BUSH (Busch), ISIDOR (1822–1898), journalist, political liberal, and viticulturist. Bush was born in Prague, the son of Jacob Busch, partner of the Hebrew printer Anton von Schmid. He entered the printing profession at the age of 15 under the influence of M.H. Letteris, who worked for his father as a proofreader, and became interested in Hebrew literature. For a number of years he published yearbooks in German to which well-known Jewish writers contributed. In 1842 he initiated the Jahrbuch fuer Israeliten, the first almanac by Jewish authors for a Jewish public. Together with I.S. Reggio he published the Hebrew-German Bikkurei ha-Ittim ha-Ḥadashim (one issue, Vienna, 1845), and edited its German section, stressing in his preface the need to disseminate the Hebrew language. In 1848 he and Letteris published the weekly Oesterreichisches Centralorgan fuer Glaubensfreiheit, Kultur, Geschichte und Literatur der Juden and he also issued Mikhtevei Ivrit, a compilation of Hebrew letters (1847).

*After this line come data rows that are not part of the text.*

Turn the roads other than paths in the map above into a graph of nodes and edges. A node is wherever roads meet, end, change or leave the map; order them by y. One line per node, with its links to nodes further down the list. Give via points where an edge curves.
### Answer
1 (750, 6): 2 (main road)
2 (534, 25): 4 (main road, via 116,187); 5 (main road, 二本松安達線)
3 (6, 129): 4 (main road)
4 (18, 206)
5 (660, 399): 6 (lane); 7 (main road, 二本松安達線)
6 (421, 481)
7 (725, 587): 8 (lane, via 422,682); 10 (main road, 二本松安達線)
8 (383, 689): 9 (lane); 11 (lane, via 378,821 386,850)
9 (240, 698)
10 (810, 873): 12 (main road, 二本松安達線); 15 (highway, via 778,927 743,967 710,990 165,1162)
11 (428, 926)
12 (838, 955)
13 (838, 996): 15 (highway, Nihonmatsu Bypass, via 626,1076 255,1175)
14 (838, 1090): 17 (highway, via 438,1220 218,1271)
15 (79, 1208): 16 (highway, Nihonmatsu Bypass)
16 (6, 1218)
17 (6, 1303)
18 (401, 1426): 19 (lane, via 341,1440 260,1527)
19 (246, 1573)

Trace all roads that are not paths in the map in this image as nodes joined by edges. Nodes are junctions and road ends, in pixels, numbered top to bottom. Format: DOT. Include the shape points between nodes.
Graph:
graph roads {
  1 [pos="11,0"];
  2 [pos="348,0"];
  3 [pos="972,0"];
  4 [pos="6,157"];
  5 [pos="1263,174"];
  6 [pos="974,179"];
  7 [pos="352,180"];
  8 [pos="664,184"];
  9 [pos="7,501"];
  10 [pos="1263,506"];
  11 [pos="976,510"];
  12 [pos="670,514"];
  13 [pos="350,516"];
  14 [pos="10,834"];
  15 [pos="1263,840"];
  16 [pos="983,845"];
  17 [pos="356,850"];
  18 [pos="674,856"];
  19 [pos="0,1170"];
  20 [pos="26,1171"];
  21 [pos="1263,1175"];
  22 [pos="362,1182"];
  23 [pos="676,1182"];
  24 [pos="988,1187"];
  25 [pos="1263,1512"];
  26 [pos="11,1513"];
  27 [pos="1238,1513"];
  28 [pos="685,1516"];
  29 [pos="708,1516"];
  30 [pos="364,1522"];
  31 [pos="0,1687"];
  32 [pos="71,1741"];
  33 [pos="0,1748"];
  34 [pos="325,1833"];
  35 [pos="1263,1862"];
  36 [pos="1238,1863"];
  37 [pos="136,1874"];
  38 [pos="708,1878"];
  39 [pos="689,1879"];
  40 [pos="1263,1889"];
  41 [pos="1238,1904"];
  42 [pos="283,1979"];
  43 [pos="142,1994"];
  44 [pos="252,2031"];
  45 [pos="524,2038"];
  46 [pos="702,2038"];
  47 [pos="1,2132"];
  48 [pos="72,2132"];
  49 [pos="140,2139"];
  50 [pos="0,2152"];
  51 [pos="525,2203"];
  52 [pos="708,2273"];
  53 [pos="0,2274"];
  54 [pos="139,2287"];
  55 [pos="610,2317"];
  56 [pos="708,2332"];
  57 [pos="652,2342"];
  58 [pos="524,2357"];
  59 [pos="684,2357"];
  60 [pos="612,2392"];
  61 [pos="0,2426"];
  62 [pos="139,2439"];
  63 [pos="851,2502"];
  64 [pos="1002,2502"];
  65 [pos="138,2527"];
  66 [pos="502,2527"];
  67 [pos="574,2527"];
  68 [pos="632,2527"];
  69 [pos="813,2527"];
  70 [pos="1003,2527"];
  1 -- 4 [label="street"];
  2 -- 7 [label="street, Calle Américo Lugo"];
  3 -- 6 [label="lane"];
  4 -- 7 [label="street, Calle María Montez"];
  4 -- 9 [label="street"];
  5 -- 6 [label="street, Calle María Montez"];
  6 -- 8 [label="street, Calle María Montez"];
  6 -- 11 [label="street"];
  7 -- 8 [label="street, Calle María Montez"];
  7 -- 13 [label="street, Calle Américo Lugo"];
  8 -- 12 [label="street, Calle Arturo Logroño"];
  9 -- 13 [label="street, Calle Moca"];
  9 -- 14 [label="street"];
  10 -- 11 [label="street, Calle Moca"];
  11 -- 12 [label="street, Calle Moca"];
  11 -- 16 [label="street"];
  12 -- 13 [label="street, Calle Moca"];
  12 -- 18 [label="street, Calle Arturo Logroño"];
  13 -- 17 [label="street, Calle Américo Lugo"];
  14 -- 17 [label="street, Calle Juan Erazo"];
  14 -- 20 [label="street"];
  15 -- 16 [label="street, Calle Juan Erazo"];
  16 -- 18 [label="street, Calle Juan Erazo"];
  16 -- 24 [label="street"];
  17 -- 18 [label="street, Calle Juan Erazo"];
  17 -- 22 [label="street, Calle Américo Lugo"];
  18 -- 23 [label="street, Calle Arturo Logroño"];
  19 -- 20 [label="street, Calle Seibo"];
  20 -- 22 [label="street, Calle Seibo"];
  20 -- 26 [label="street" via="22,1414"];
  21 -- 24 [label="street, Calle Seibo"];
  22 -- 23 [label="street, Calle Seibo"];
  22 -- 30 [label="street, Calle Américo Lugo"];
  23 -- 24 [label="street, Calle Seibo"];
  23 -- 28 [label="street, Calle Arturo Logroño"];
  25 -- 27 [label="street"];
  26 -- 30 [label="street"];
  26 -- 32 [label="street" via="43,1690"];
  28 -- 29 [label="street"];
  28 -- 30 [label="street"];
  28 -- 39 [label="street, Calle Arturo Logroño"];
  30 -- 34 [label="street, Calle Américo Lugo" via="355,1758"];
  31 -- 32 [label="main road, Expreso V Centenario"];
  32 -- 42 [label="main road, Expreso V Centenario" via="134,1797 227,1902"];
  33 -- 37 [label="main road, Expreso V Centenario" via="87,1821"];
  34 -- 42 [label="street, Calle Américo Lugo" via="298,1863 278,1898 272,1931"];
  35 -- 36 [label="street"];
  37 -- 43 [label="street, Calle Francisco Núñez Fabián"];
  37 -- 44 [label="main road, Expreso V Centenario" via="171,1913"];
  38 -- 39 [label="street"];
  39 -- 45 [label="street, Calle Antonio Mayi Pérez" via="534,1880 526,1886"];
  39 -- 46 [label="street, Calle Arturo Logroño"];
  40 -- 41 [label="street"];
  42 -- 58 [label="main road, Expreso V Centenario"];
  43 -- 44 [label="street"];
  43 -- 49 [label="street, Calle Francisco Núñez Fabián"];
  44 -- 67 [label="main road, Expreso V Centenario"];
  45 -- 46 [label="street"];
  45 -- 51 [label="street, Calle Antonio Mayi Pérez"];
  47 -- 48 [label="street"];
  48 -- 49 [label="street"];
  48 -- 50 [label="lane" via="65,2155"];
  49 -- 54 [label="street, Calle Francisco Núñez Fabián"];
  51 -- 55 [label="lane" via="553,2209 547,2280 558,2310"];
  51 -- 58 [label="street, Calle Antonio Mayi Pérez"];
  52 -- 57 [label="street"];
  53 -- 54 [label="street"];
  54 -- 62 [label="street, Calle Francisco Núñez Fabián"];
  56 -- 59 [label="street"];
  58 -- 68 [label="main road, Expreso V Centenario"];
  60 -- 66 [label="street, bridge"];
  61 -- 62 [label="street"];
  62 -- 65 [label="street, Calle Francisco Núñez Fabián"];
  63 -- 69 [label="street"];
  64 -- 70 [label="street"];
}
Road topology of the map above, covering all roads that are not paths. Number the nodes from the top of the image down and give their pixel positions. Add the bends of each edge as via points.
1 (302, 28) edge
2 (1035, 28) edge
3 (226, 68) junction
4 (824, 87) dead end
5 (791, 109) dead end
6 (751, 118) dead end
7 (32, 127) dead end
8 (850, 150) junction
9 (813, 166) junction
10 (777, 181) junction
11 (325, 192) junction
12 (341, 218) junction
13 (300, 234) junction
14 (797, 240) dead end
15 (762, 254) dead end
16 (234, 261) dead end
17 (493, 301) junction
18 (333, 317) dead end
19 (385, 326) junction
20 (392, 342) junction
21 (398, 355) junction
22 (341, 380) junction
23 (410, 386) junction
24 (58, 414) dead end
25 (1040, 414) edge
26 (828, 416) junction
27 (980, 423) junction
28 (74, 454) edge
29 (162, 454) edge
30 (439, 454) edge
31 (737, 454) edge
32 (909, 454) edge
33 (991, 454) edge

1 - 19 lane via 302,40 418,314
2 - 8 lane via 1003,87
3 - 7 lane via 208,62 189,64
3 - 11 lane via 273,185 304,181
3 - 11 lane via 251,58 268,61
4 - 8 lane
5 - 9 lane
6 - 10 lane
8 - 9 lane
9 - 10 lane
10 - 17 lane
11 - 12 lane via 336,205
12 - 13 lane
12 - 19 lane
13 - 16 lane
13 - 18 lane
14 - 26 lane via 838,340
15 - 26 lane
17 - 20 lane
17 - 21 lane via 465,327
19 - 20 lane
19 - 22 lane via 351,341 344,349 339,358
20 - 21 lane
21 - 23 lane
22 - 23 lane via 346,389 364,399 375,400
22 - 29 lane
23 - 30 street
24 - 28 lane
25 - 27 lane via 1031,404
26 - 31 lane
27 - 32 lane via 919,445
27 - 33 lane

He participated in the revolutionary movements of 1848 and, after their failure, fled to America. In New York City in 1849, he became a bookseller and publisher-editor of the liberal German weekly lsraels Herold, which soon failed. He then moved to St. Louis, where his wife's relatives, the well-known Taussig family, had already settled. Bush engaged in a number of business ventures, only one of which, the introduction of viticulture, seems to have been genuinely successful. At various times he was also a grocer, real estate promoter, banker, actuary, hardware dealer, and railroad executive. However, his major interests were cultural, political, and communal. He was a founder of Congregation Beth El, a leader in B'nai B'rith, and a popularizer of Jewish learning. He served as a St. Louis alderman in 1866 and as a member of the Board of Education from 1881 to 1884. In 1865 Bush was secretary of the Missouri State Board of Immigration, for which he had been prepared by his presidency for 12 years of the St. Louis German Immigrant Aid Society. His most notable political activity was as a Republican member of the Missouri state constitutional conventions during the Civil War, in which he warmly supported the Union cause and abolitionism in an area where large numbers of Confederate sympathizers lived.

bibliography:

Kisch, in: hj, 2 (1940), 65–84; Wax, ibid., 5 (1943), 182–203; B.W. Korn, Eventful Years and Experiences (1954), 240; Ruzicka, in: Juedisches Archiv, 1 no. 1–2 (1928), 16–21.